Name,Workspace,Report Page,Docs Page
prd_mlops_test,precip_rediagnosis,Link to Azure Machine Learning studio,Link to Documentation


Get the AzML environment (basically a conda environment) from the workspace.

In [14]:
test_run = azureml.core.get_run(prd_exp, 'HD_18fd3ffb-6021-4845-88d0-e706c643a9fa')

In [15]:
test_run.get_best_run_by_primary_metric()

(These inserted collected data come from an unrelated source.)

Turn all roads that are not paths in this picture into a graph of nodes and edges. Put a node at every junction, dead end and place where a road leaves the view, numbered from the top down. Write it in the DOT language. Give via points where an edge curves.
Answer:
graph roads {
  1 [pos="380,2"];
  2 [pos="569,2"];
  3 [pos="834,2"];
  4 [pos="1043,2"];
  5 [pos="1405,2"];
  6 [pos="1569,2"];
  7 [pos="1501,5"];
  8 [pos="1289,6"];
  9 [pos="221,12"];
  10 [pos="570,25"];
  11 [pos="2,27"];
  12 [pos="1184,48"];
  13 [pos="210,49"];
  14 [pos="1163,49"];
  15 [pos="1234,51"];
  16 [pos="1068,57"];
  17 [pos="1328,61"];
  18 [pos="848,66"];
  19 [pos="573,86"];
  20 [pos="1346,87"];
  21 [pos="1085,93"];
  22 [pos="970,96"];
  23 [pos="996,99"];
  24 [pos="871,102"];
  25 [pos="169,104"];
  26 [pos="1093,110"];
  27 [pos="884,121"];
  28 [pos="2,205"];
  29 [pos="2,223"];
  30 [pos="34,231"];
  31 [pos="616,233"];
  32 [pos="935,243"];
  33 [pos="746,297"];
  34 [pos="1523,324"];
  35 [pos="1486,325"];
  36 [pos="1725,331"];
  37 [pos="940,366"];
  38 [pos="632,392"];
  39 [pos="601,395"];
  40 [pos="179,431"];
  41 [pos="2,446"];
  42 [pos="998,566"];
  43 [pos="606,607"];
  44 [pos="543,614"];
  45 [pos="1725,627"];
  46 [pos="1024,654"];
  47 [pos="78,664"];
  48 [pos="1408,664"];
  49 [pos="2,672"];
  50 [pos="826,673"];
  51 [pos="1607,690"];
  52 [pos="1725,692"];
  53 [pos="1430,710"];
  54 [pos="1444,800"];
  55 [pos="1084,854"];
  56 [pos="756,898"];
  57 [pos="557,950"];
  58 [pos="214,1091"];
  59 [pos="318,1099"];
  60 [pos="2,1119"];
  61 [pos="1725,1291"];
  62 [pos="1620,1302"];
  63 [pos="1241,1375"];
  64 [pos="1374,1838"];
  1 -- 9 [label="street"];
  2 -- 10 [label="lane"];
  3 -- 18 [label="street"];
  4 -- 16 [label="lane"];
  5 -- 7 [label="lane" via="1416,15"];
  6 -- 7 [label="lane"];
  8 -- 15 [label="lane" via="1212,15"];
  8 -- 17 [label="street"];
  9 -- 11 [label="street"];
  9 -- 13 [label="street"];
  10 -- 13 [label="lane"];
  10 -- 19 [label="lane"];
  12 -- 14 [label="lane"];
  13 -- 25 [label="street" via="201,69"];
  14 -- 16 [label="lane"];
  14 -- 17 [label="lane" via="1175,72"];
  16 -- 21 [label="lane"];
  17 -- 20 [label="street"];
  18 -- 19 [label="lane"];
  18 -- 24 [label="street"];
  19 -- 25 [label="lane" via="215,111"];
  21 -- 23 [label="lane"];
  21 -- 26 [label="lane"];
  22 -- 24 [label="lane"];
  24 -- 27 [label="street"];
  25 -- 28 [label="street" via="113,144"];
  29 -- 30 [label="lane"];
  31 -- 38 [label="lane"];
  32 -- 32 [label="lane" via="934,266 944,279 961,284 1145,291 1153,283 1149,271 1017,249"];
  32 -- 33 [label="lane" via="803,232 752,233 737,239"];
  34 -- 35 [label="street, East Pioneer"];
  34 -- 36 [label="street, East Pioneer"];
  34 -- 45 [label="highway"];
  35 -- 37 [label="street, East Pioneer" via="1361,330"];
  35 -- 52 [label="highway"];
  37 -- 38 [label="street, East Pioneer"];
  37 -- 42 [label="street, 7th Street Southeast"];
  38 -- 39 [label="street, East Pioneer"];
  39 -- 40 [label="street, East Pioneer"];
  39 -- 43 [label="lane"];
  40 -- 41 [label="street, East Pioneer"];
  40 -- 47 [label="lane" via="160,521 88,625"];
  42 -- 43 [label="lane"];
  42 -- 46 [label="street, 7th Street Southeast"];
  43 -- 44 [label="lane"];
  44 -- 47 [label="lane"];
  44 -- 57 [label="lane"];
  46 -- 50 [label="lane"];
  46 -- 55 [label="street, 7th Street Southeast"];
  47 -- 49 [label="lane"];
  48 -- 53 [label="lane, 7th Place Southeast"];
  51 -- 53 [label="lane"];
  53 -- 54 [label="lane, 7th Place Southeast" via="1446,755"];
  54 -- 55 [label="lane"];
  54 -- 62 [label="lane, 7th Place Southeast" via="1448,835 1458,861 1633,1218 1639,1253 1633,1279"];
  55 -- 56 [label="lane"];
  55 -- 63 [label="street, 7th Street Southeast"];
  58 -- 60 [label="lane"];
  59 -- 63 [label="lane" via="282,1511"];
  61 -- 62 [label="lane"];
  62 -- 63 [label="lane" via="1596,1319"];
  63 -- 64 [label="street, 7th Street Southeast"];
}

Experiment,Id,Type,Status,Details Page,Docs Page
prd_mlops_test,HD_18fd3ffb-6021-4845-88d0-e706c643a9fa_0,azureml.scriptrun,Completed,Link to Azure Machine Learning studio,Link to Documentation


In [16]:
prd_env = Environment.get(workspace=prd_ws, name=azure_env_name)
prd_env

{
    "assetId": "azureml://locations/uksouth/workspaces/57546dc9-9763-4025-831d-c19991c81540/environments/prd_ml_cluster/versions/4",
    "databricks": {
        "eggLibraries": [],
        "jarLibraries": [],
        "mavenLibraries": [],
        "pypiLibraries": [],
        "rcranLibraries": []
    },
    "docker": {
        "arguments": [],
        "baseDockerfile": null,
        "baseImage": "azureml/openmpi3.1.2-cuda10.2-cudnn8-ubuntu18.04",
        "baseImageRegistry": {
            "address": "mcr.microsoft.com",
            "password": null,
            "registryIdentity": null,
            "username": null
        },
        "buildContext": null,
        "enabled": false,
        "platform": {
            "architecture": "amd64",
            "os": "Linux"
        },
        "sharedVolumes": true,
        "shmSize": null
    },
    "environmentVariables": {},
    "inferencingStackVersion": null,
    "name": "prd_ml_cluster",
    "python": {
        "baseCondaEnvironment": null

### Load data

Use prd_pipeline to load and preprocess data

In [17]:
# import importlib 
# importlib.reload(prd_cluster_train_demo)

In [18]:
%%time
input_data = prd_pipeline.load_data(
    prd_ws,
    dataset_name=azure_dataset_name
)



Volume mount is not enabled. 
Falling back to dataflow mount.
loading all event data
CPU times: user 1min 39s, sys: 19.4 s, total: 1min 59s
Wall time: 2min 29s


In [19]:
[c1 for c1 in input_data.columns if 'radar' in c1]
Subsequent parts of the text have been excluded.